WORK TO COMPLETE: Here are some records; copy every line that holds the word "صحبت".

ENTRIES SUPPLIED:
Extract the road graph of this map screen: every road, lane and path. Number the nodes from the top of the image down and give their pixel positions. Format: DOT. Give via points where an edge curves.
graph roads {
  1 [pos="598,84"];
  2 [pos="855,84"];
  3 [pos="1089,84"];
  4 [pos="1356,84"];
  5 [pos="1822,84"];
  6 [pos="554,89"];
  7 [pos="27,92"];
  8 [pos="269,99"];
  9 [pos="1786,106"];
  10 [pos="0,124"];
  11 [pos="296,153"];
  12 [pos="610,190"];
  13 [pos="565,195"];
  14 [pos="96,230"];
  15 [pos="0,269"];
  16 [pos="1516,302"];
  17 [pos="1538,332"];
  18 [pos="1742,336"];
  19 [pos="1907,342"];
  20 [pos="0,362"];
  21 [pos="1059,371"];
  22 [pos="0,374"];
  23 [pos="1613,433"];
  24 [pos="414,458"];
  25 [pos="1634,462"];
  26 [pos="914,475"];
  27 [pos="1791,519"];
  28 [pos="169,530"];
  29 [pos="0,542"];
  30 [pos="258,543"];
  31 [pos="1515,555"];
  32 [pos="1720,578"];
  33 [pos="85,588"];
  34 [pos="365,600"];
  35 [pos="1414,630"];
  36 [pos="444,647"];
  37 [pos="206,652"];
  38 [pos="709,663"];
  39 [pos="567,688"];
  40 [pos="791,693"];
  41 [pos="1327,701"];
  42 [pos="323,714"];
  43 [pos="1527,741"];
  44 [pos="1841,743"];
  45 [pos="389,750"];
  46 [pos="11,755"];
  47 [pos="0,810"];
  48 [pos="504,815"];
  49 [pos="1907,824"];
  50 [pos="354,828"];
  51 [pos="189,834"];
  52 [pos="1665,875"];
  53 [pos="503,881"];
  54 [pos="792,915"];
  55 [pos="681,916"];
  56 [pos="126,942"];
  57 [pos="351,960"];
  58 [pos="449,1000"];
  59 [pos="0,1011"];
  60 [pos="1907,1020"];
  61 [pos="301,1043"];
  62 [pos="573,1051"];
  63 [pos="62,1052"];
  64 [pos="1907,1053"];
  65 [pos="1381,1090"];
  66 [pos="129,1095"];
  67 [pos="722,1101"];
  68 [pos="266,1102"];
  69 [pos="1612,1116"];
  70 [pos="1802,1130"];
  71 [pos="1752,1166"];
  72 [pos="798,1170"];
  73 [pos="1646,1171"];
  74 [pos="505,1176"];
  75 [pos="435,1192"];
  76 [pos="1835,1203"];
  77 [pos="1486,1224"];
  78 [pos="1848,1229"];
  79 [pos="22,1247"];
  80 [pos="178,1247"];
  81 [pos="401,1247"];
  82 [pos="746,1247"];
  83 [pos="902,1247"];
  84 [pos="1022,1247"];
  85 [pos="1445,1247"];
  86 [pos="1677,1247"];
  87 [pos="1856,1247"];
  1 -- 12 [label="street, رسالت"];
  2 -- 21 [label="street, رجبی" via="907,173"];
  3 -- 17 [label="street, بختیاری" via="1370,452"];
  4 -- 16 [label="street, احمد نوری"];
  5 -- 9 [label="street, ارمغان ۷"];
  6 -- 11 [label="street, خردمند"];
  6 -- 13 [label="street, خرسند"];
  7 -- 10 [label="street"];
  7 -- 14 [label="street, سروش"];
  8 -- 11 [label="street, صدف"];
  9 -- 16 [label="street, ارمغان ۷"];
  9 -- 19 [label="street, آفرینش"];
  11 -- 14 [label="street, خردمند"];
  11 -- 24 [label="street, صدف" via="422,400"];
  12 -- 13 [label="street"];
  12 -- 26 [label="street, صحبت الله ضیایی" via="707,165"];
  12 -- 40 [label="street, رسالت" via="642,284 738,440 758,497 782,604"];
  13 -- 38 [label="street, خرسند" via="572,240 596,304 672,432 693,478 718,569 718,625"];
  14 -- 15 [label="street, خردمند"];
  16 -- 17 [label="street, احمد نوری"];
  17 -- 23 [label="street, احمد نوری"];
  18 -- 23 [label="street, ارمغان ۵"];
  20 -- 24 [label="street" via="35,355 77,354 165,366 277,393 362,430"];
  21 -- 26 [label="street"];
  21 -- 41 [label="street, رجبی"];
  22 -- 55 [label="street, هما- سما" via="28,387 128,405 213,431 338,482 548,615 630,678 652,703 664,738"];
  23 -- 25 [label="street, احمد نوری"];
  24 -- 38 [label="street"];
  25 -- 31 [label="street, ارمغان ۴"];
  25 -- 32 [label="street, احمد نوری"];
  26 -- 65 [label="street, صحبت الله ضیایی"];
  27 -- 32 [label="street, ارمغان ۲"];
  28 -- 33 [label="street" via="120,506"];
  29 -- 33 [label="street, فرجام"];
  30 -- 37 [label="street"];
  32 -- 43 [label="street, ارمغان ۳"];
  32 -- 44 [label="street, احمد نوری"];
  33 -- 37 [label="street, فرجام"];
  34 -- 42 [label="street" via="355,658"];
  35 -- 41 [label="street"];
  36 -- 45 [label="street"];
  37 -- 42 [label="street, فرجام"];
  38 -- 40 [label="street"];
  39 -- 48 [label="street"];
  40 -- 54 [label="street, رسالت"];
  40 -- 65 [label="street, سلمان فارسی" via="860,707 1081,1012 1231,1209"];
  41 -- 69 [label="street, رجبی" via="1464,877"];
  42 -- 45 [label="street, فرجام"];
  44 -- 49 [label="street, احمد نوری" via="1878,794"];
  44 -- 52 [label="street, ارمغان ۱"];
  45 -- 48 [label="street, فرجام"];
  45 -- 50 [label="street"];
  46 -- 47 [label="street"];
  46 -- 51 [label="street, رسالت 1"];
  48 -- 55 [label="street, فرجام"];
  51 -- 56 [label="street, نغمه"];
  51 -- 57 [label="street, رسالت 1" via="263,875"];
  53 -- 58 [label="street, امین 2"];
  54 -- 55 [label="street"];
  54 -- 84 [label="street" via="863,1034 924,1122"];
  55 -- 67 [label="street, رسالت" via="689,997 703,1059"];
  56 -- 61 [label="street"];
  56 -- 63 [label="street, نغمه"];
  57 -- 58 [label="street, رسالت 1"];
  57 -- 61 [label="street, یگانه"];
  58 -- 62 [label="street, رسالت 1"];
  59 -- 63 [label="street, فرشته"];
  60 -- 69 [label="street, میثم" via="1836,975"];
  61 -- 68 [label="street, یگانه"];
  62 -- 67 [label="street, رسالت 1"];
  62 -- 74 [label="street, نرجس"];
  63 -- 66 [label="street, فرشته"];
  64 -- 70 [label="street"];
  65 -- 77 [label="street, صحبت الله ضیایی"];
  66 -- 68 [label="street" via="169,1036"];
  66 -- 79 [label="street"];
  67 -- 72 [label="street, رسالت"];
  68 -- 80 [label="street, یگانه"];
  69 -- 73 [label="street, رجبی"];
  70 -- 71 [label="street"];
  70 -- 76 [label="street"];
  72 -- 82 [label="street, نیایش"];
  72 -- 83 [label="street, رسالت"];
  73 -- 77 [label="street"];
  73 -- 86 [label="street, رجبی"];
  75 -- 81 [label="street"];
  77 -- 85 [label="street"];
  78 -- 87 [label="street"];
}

SOLUTION FOR THIS PROBLEM:
  12 -- 26 [label="street, صحبت الله ضیایی" via="707,165"];
  26 -- 65 [label="street, صحبت الله ضیایی"];
  65 -- 77 [label="street, صحبت الله ضیایی"];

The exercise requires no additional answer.